Bloomberg rapporte que la plus grande économie d’Asie, la Chine, a depuis longtemps la réputation d’avoir un ciel smogé. Mais de nos jours, l’Inde voisine est en train de livrer une bataille beaucoup plus importante contre la pollution : ce pays d’Asie du Sud abrite les 10 villes les plus polluées du monde.

En dehors de la capitale de l’Inde, New Delhi, Kusum Malik Tomar connaît le prix personnel et économique de respirer l’air le plus toxique du monde. À 29 ans, elle a appris que la pollution était le moteur probable du cancer qui se développait à l’intérieur de ses poumons. Elle n’avait jamais touché à une cigarette. Son mari Vivek a vendu des terres pour payer son traitement. Ils ont emprunté de l’argent à leur famille. Leurs économies ont lentement disparu.

« Le gouvernement pense à la croissance économique du pays, mais des gens meurent de maladies ou souffrent de maladies, a dit Tomar. « Comment pouvez-vous croître économiquement quand, dans votre pays, vos citoyens sont confrontés à des problèmes économiques à cause de la pollution de l’air ? »

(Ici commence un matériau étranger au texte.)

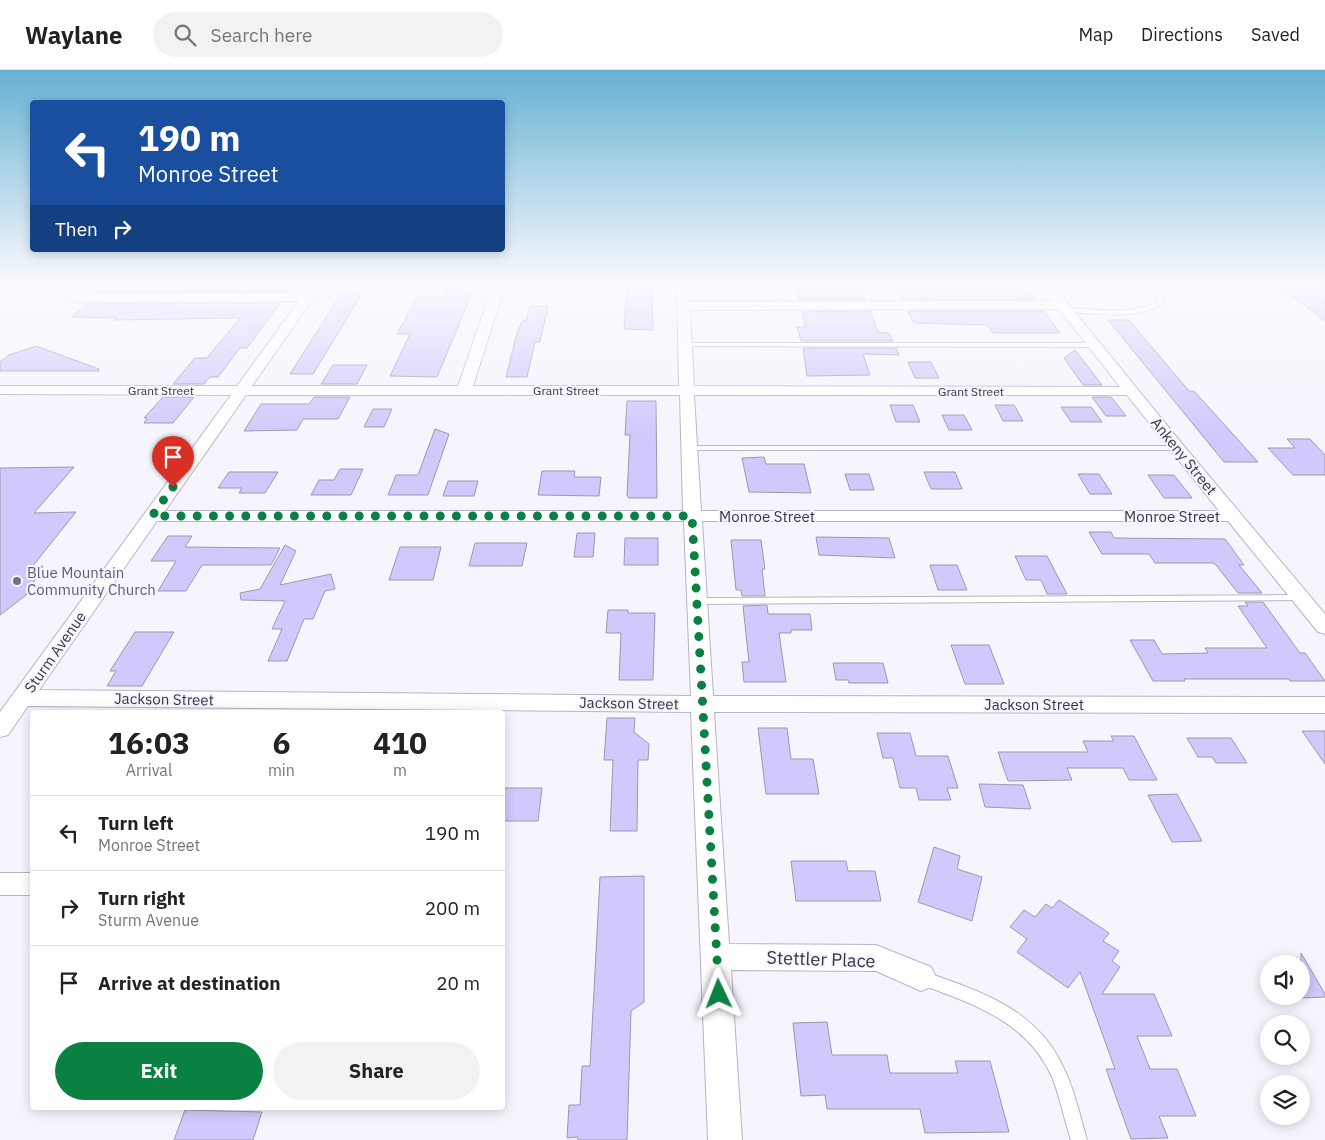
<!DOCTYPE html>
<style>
:root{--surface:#fff;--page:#f2f2f2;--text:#222;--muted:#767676;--line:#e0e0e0;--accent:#0b8043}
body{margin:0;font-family:"IBM Plex Sans",sans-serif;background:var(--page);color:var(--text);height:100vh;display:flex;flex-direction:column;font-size:19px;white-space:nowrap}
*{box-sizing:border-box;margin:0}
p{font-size:16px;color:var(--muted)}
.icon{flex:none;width:28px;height:28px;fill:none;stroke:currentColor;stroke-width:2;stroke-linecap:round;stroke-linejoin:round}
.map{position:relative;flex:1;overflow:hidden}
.side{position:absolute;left:30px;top:640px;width:475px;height:400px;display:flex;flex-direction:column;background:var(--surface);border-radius:5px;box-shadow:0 2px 12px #0003}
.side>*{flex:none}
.guide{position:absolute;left:30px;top:30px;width:475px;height:152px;border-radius:5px;box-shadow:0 2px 12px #0003;background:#1a4fa0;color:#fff;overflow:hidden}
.controls{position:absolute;left:1260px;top:885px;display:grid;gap:10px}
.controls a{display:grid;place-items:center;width:50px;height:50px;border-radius:50%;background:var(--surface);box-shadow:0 2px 12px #0003;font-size:25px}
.pin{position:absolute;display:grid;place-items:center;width:42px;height:42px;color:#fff;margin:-51px -21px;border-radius:50% 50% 50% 0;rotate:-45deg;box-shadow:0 0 5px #0007}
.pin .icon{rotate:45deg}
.me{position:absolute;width:55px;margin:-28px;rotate:358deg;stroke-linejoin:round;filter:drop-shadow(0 0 4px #0008)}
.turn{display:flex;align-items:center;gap:18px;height:105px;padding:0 25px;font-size:22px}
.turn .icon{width:65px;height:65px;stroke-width:2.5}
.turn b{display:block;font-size:35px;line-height:42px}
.then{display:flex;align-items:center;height:48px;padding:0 25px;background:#0003;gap:10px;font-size:19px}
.eta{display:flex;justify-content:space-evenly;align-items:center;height:85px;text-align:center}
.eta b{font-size:30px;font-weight:800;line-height:35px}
.cta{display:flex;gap:10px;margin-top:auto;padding:10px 25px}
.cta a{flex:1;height:58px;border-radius:30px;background:var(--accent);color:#fff;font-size:20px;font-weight:800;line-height:58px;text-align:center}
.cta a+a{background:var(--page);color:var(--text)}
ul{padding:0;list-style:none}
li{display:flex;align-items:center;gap:15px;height:75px;padding:0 25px;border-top:1px solid var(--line)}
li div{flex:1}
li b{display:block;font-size:19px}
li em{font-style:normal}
header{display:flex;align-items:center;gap:30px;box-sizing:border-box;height:70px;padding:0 25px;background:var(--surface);border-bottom:1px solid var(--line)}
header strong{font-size:24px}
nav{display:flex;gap:28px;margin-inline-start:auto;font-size:18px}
.search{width:350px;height:45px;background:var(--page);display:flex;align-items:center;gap:12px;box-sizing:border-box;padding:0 18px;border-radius:28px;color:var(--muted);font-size:19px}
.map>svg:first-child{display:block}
</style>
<header>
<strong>Waylane</strong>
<div class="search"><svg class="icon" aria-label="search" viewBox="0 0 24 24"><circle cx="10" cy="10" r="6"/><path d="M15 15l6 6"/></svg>Search here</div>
<nav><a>Map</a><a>Directions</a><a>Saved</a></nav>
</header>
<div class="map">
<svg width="1325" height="1070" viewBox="0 0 1325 1070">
<rect width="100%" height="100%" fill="#f6f5fe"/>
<g fill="#d2c8fb" stroke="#9c98af">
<polygon points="110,213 296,213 289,221 100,222"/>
<polygon points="451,213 468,213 465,221 473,221 437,307 390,306 410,264 397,264 417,227 445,227"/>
<polygon points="627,213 652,213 653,260 624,259"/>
<polygon points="814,213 859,213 865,230 799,230 795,216 815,216"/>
<polygon points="910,213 1023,213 1035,229 902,230 896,217 912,217"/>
<polygon points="1275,213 1325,213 1325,251"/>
<polygon points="341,224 362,224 313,304 290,304"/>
<polygon points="280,233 247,278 240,278 218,307 210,307 204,314 173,314 195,288 207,288 240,248 114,250 116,248 72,247 87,234"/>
<polygon points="530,236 548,236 540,272 535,272 527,307 506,307 516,267 522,251 526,251"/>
<polygon points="870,241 879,263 889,263 893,271 801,271 797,257 806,257 802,242"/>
<polygon points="908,241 1044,241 1060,263 993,263 987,255 914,253"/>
<polygon points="1108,250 1129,250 1189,321 1194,321 1258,392 1224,392"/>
<polygon points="36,276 99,299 99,301 0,301 0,292 9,285"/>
<polygon points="803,278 896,278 899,285 863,284 870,305 807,306"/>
<polygon points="1075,280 1102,315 1083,315 1064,288"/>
<polygon points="908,292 931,292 939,308 915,308"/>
<polygon points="333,295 367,295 357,314 321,314"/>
<polygon points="163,327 194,327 173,353 144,353 147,348 144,348"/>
<polygon points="314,327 350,327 338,349 303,349 297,360 244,361 261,334 309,334"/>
<polygon points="1092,327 1111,327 1126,346 1106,346"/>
<polygon points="627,331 656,331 657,428 629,428 627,426 630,365 625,365"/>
<polygon points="890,335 913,335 920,352 896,352"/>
<polygon points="995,335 1014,335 1023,351 1003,351"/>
<polygon points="1061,337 1091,337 1102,352 1071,352"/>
<polygon points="373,339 392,339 384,357 364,357"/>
<polygon points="942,345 964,345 972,360 949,360"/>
<polygon points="435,359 449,364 428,425 388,425 396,405 418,405"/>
<polygon points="1287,369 1310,369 1325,385 1325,405 1293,405 1268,378 1295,378"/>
<polygon points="764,387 766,394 804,394 811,423 749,422 742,388"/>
<polygon points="74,397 34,443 76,442 32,497 43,496 26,525 0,545 0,398"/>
<polygon points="340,399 363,399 351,425 311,425 319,410 334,410"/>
<polygon points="542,401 575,401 574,407 601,407 599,426 538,425"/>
<polygon points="229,402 278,402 265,423 239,423 242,418 218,418"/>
<polygon points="924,402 955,402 962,419 931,419"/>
<polygon points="845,404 869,404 874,420 850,420"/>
<polygon points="1078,404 1099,404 1112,424 1090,424"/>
<polygon points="1148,405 1174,405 1192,428 1164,428"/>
<polygon points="448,411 478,411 474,426 443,426"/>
<polygon points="1089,462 1111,462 1114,468 1225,469 1244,495 1239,495 1262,523 1238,523 1216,495 1213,493 1155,493 1149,484 1102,484"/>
<polygon points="577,463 595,463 593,487 574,487"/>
<polygon points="168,466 192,466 185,477 280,478 271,495 202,495 186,521 158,521 176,491 151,491"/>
<polygon points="816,467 889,468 895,488 819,485"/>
<polygon points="625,468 658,468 658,495 624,495"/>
<polygon points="731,470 761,470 765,499 762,499 765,526 742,526 741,520 736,520"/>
<polygon points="475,473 527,473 522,496 469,496"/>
<polygon points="285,475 296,481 280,515 331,504 335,519 325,521 313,549 304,549 287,591 268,591 282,559 272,559 285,531 241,530 240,523 260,519"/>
<polygon points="400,477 441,477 433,510 389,510"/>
<polygon points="1015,486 1047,486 1067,524 1047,524 1041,510 1026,510"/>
<polygon points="930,495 957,495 967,520 938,520"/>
<polygon points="1245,532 1263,532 1300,583 1305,583 1325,611 1290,611 1289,609 1184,609 1185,611 1153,611 1130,570 1154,570 1162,584 1208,583 1205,578 1267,578 1238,536 1248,536"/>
<polygon points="767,535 768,544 810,544 812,560 791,560 791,563 779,563 786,612 744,612 742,592 749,592 743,536"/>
<polygon points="608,540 628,540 628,543 655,543 653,610 619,610 621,563 606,563"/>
<polygon points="135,562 174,562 142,616 107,616 116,601 110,601"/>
<polygon points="951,575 989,575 1004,614 965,614"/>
<polygon points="833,593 883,593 888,613 849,613 848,610 836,610"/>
<polygon points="607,648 635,648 634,662 649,674 648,690 638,690 637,761 610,761 613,690 604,690"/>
<polygon points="758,658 787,658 791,689 813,689 819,724 766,724"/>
<polygon points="1302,661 1325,661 1325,694"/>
<polygon points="877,663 910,663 916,686 948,686 958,718 947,718 951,730 919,730 916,718 900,718 893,688 883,688"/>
<polygon points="1111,666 1134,666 1157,710 1129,710 1123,698 1067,698 1072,710 1008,711 998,682 1088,682 1083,671 1114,671"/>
<polygon points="1187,668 1231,668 1247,693 1216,693 1212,687 1198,687"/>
<polygon points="979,714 1023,715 1031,739 985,737"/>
<polygon points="502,718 542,718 538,751 502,751"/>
<polygon points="1177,724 1202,771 1172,772 1148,725"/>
<polygon points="934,777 960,786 957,799 982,807 972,851 918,832"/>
<polygon points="791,791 846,791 848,801 875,801 881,831 796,831"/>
<polygon points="644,806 644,932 631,941 627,1070 578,1070 578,1067 567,1068 569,1035 580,1035 582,996 590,996 600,807"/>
<polygon points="1059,830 1109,863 1103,871 1119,881 1112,891 1120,897 1102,924 1154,924 1172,966 1137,966 1150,999 1177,999 1196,1046 1159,1046 1168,1068 1131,1069 1106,999 1115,999 1080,902 1068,918 1017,882 1027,869 1010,857 1024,840 1035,847 1046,834 1052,838"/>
<polygon points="1301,883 1325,924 1325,927 1301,928"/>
<polygon points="827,952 832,985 887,985 890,1003 958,1003 955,991 990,991 1009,1062 925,1063 920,1039 827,1039 825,1025 801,1026 793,953"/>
<polygon points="185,1040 262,1042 253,1070 174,1070"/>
</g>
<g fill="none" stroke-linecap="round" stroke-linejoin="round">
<g stroke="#b7b3ca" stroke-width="2">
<g id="service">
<path d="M1152 213H1158L1164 232C1143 251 1094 243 1067 242L1064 240 1067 238C1094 239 1134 246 1158 231Z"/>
<polygon points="686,273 1095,273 1098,275 1095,277 684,276 683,275"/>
<polygon points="686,376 1177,376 1181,378 1177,380 689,380 685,378"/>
<polygon points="1301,525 1306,528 1305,530 699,534 694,531 699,528"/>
<path d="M922 901C974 919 1030 936 1058 987 1073 1013 1079 1042 1087 1070H1071C1064 1049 1060 1027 1052 1007 1027 950 970 933 917 913L915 908 917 903Z"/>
</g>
</g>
<g stroke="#b7b3ca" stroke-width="2">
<g id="minor">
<path d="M312 213H324L252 316H458L494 213H506L473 316H679L677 213H689L690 232 1053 231 1039 213H1051L1183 375 1325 544V564L1318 562 1228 451H702L713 626 1325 627V643L714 642 729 874 876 875 931 897 936 907 931 917 921 921 876 901 731 900 742 1070H708L691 642 28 636 8 665 0 667V642L231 325 0 324V316H237L299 231 77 232 71 228 77 224 304 223ZM1059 239 1120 317 694 316 690 240ZM246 325H680L683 441H165ZM694 325H1127L1219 441H701ZM157 451H684L691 626 39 620Z"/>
<rect x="0" y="803" width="32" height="22"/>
</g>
</g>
<use href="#service" fill="#fff" fill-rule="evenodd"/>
<use href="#minor" fill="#fff" fill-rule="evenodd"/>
</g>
<linearGradient id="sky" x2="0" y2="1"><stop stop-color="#66b1d2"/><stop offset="0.59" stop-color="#fbfaff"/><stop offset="1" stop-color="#fbfaff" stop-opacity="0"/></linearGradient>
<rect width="1325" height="363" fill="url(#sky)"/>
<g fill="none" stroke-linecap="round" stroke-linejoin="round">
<polyline stroke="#0b8043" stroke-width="9" stroke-dasharray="0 16.2" points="173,417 152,446 692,446 719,924"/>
</g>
<circle fill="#6b7280" stroke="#f6f5fe" stroke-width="2" cx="17" cy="511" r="5"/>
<g text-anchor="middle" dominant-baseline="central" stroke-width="4" stroke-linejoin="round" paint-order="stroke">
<g font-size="12" fill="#383640" stroke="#f6f5fe">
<text x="161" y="320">Grant Street</text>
<text x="566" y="320">Grant Street</text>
<text x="971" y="321">Grant Street</text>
</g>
<g font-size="15" fill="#383640" stroke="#f6f5fe">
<text transform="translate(1184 386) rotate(51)">Ankeny Street</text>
<text x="767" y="446">Monroe Street</text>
<text x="1172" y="446">Monroe Street</text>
<text transform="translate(55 582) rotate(-55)">Sturm Avenue</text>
<text transform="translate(164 629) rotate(1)">Jackson Street</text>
<text transform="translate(629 633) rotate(1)">Jackson Street</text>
<text x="1034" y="634">Jackson Street</text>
</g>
<g font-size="15" fill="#5b616d" stroke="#f6f5fe" text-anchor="start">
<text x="27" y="502">Blue Mountain<tspan x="27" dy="17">Community Church</tspan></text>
</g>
<g font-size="18" fill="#383640" stroke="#f6f5fe">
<text transform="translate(821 889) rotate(2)">Stettler Place</text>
</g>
</g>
</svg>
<div class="controls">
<a><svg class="icon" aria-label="sound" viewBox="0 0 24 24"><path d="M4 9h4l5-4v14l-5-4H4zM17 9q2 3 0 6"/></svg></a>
<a><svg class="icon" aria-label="search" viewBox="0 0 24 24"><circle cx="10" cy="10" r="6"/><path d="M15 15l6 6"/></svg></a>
<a><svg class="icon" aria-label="layers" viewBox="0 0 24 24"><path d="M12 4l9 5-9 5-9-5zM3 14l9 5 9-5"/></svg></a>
</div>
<div class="pin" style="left:173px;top:417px;background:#d93025"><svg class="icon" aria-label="arrive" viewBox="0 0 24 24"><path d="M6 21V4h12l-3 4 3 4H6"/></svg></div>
<svg class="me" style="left:719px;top:924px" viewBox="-20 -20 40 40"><path d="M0-17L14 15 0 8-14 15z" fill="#0b8043" stroke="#fff" stroke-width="4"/></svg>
<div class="guide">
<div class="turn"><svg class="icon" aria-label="left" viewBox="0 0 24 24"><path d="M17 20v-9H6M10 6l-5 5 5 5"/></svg><div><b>190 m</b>Monroe Street</div></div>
<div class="then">Then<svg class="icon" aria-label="right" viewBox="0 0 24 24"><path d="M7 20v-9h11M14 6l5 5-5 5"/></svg></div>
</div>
<section class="side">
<div class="eta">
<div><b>16:03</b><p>Arrival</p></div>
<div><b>6</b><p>min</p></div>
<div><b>410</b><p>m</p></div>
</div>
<ul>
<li><svg class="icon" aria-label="left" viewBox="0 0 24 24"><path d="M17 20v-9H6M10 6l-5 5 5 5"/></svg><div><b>Turn left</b><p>Monroe Street</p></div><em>190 m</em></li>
<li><svg class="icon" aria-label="right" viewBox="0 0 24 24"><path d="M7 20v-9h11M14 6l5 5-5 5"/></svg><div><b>Turn right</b><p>Sturm Avenue</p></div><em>200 m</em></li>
<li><svg class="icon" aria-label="arrive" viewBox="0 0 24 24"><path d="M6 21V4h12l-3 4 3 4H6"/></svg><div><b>Arrive at destination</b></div><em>20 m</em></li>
</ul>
<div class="cta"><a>Exit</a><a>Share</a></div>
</section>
</div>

L’Inde a longtemps lutté pour mettre en place le type d’approche nationale coordonnée qui a aidé la Chine à réduire la pollution. Le gouvernement du Premier ministre Narendra Modi pousse maintenant de nouvelles initiatives qui, selon lui, commencent à réduire la quantité d’air dangereux. Mais tout gain devrait suffire à neutraliser d’autres facettes de la croissance effrénée de l’Inde, depuis la poussière laissée par des milliers de nouveaux chantiers de construction jusqu’aux gaz d’échappement de millions de nouvelles voitures.

Situation du smog
L’Inde et la Chine sont parmi les pays les plus pollués d’Asie.

Dans les semaines à venir, les politiques du gouvernement Modi en matière de pollution seront mises à l’épreuve alors que l’hiver descend dans les plaines poussiéreuses du nord de l’Inde. Les cultures sont brûlées pendant cette saison et des millions de feux d’artifice se déclenchent pendant le festival de Diwali, poussant généralement la pollution atmosphérique à des niveaux dangereux.

Si des politiques strictes de lutte contre le smog étaient mises en œuvre avec succès, les citoyens et le gouvernement de l’Inde seraient beaucoup plus riches. Selon les calculs de la Banque mondiale, les frais de soins de santé et les pertes de productivité dues à la pollution coûtent à l’Inde jusqu’à 8,5 % du PIB. À sa taille actuelle de 2,6 billions de dollars, cela représente environ 221 milliards de dollars par année.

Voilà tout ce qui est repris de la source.